EXERCISE DIRECTIONS: Only those lines in the data below from the line containing "Turn all roads" through the line containing "I need the junctions", both included, should be restated word for word.

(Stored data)

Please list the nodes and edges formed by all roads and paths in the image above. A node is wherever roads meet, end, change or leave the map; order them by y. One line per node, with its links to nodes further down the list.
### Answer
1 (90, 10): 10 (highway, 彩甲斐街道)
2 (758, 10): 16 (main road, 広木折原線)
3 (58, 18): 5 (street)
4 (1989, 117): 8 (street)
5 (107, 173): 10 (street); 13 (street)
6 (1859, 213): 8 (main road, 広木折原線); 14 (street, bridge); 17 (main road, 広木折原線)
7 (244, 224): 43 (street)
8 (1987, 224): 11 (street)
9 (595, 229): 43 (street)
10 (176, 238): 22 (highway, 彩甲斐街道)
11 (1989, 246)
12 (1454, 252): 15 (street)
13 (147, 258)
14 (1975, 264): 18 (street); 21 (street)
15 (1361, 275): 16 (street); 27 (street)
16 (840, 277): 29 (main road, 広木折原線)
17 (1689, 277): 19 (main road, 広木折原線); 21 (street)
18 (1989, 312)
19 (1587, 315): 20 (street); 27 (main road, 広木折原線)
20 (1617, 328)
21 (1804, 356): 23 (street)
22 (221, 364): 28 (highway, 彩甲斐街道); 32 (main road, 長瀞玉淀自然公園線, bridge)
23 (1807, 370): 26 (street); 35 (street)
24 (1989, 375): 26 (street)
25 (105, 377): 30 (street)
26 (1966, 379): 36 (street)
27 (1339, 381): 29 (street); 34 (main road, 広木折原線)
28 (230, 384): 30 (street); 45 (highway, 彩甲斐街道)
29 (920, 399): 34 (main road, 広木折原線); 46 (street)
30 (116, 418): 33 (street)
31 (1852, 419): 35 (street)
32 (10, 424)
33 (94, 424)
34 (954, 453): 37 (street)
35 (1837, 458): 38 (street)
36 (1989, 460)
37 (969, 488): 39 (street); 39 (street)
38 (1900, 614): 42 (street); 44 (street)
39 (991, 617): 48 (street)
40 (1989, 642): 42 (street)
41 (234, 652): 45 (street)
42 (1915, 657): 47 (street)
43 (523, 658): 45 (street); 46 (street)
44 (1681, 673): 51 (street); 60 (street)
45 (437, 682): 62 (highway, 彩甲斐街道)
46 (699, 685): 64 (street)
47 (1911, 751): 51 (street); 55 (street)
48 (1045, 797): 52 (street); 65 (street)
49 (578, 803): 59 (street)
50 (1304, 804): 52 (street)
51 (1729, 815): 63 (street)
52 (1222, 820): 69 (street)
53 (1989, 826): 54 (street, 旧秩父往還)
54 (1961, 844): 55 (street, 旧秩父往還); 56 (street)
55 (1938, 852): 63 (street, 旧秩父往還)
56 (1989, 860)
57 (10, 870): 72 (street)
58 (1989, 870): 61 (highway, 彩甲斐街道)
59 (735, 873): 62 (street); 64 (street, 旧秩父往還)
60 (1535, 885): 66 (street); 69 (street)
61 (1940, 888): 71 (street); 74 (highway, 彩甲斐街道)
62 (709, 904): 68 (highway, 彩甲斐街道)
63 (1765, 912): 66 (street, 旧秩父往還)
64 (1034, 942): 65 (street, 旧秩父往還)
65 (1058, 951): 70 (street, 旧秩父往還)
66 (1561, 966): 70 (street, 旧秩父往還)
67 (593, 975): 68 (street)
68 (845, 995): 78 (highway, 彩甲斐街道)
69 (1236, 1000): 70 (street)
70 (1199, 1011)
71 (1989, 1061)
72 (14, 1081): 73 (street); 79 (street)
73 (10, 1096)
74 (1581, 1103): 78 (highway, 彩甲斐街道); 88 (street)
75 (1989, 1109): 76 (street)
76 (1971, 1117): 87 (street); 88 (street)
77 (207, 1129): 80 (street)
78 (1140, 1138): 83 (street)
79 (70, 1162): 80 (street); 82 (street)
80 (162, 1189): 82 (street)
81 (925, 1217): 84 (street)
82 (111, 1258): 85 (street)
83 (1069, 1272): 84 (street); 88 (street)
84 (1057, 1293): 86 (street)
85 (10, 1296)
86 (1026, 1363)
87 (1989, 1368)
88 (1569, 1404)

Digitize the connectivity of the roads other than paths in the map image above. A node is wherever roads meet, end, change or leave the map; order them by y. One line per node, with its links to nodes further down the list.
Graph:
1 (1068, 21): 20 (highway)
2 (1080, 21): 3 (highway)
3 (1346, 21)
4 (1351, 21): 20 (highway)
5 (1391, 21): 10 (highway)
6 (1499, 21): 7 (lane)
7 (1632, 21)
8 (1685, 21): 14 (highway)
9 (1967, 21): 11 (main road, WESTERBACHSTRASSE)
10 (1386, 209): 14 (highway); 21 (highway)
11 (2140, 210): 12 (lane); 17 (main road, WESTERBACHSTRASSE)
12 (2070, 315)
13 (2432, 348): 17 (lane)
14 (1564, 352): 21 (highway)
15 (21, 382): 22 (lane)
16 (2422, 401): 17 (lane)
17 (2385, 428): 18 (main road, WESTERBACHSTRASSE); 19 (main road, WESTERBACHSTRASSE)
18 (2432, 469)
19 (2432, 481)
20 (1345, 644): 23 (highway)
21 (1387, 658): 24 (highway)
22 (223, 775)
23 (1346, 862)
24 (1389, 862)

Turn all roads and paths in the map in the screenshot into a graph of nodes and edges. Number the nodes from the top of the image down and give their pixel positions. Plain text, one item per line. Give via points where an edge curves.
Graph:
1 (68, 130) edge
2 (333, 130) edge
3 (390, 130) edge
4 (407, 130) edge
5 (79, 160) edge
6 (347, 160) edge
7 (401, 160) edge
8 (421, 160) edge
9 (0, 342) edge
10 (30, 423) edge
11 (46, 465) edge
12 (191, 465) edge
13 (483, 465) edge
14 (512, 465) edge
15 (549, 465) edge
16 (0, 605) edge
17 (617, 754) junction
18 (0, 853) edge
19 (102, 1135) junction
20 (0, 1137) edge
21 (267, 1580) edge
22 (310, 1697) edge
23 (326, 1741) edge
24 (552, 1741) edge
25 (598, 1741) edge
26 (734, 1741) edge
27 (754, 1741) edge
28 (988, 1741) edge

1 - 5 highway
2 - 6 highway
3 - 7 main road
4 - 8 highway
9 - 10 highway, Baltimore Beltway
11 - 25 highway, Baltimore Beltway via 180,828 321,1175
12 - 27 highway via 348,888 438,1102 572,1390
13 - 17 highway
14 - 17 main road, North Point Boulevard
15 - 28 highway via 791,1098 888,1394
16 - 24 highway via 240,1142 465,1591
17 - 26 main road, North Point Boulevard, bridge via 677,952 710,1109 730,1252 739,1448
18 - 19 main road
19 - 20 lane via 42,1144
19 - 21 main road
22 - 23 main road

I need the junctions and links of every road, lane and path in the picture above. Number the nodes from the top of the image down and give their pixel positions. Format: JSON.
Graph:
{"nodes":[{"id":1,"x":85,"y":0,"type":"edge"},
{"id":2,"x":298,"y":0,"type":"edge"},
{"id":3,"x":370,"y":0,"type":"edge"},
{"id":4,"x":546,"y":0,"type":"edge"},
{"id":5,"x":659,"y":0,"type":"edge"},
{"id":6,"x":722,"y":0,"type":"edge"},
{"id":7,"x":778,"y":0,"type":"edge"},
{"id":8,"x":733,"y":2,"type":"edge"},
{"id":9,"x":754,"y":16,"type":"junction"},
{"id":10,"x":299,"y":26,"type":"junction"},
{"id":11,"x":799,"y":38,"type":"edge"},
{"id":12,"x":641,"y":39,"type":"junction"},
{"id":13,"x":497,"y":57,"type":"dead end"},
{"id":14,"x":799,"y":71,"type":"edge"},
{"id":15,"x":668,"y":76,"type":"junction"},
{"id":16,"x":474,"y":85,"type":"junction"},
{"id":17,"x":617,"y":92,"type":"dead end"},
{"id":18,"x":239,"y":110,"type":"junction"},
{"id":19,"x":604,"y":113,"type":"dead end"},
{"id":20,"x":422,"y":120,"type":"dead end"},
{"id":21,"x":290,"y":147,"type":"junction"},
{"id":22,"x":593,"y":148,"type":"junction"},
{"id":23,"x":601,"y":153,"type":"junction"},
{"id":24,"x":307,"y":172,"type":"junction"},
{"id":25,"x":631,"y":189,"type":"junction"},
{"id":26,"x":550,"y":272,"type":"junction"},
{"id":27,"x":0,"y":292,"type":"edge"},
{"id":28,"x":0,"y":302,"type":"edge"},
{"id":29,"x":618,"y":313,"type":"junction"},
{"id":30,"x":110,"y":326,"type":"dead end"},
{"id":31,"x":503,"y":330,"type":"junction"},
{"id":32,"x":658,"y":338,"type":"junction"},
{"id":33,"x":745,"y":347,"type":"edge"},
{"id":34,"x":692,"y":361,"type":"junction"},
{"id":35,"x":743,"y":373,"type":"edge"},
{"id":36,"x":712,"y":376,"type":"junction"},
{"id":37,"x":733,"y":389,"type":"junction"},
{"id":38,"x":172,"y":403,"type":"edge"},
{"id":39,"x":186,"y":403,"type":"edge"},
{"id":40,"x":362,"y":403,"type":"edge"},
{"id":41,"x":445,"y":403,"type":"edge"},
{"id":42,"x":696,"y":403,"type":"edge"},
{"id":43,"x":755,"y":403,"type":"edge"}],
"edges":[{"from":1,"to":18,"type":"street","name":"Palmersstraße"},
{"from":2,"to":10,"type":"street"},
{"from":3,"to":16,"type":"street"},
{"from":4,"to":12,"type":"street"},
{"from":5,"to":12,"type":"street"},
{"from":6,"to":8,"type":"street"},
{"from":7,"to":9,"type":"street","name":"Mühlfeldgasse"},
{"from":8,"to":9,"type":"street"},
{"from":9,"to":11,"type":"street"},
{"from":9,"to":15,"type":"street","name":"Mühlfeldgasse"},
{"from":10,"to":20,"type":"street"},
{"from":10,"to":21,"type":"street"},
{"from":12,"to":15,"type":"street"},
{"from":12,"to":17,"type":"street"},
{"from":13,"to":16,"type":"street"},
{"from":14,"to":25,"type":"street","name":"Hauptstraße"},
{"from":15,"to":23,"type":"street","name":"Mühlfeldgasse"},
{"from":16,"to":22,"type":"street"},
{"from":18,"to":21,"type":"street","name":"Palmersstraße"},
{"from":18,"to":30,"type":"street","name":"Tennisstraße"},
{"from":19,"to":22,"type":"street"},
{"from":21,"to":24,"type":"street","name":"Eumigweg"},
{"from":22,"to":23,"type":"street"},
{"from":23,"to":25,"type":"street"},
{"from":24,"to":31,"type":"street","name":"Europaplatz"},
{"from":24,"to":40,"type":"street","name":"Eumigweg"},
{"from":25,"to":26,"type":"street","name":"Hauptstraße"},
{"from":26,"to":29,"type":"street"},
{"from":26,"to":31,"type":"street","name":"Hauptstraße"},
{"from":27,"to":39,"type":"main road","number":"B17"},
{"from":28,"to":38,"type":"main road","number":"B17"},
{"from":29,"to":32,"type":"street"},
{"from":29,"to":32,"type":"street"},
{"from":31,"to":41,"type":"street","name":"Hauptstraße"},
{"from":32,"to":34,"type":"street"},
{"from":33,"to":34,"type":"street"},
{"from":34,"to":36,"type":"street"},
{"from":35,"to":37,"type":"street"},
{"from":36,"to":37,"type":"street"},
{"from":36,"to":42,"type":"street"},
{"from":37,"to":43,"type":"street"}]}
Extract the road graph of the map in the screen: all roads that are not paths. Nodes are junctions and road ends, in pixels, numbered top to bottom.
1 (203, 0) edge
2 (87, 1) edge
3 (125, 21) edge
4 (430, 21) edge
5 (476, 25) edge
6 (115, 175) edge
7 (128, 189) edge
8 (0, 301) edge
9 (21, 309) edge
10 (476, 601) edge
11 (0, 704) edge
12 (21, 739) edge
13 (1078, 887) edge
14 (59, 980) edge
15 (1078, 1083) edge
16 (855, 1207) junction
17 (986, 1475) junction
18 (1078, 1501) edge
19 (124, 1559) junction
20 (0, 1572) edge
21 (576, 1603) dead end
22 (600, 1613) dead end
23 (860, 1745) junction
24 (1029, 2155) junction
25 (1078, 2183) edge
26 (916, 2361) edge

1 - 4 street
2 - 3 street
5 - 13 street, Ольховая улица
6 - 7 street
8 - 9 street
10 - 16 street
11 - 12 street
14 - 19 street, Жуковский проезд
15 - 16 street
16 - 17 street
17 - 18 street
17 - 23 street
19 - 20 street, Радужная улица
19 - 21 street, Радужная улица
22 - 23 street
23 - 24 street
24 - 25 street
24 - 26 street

SOLUTION:
Turn all roads and paths in the map in the screenshot into a graph of nodes and edges. Number the nodes from the top of the image down and give their pixel positions. Plain text, one item per line. Give via points where an edge curves.
Graph:
1 (68, 130) edge
2 (333, 130) edge
3 (390, 130) edge
4 (407, 130) edge
5 (79, 160) edge
6 (347, 160) edge
7 (401, 160) edge
8 (421, 160) edge
9 (0, 342) edge
10 (30, 423) edge
11 (46, 465) edge
12 (191, 465) edge
13 (483, 465) edge
14 (512, 465) edge
15 (549, 465) edge
16 (0, 605) edge
17 (617, 754) junction
18 (0, 853) edge
19 (102, 1135) junction
20 (0, 1137) edge
21 (267, 1580) edge
22 (310, 1697) edge
23 (326, 1741) edge
24 (552, 1741) edge
25 (598, 1741) edge
26 (734, 1741) edge
27 (754, 1741) edge
28 (988, 1741) edge

1 - 5 highway
2 - 6 highway
3 - 7 main road
4 - 8 highway
9 - 10 highway, Baltimore Beltway
11 - 25 highway, Baltimore Beltway via 180,828 321,1175
12 - 27 highway via 348,888 438,1102 572,1390
13 - 17 highway
14 - 17 main road, North Point Boulevard
15 - 28 highway via 791,1098 888,1394
16 - 24 highway via 240,1142 465,1591
17 - 26 main road, North Point Boulevard, bridge via 677,952 710,1109 730,1252 739,1448
18 - 19 main road
19 - 20 lane via 42,1144
19 - 21 main road
22 - 23 main road

I need the junctions and links of every road, lane and path in the picture above. Number the nodes from the top of the image down and give their pixel positions. Format: JSON.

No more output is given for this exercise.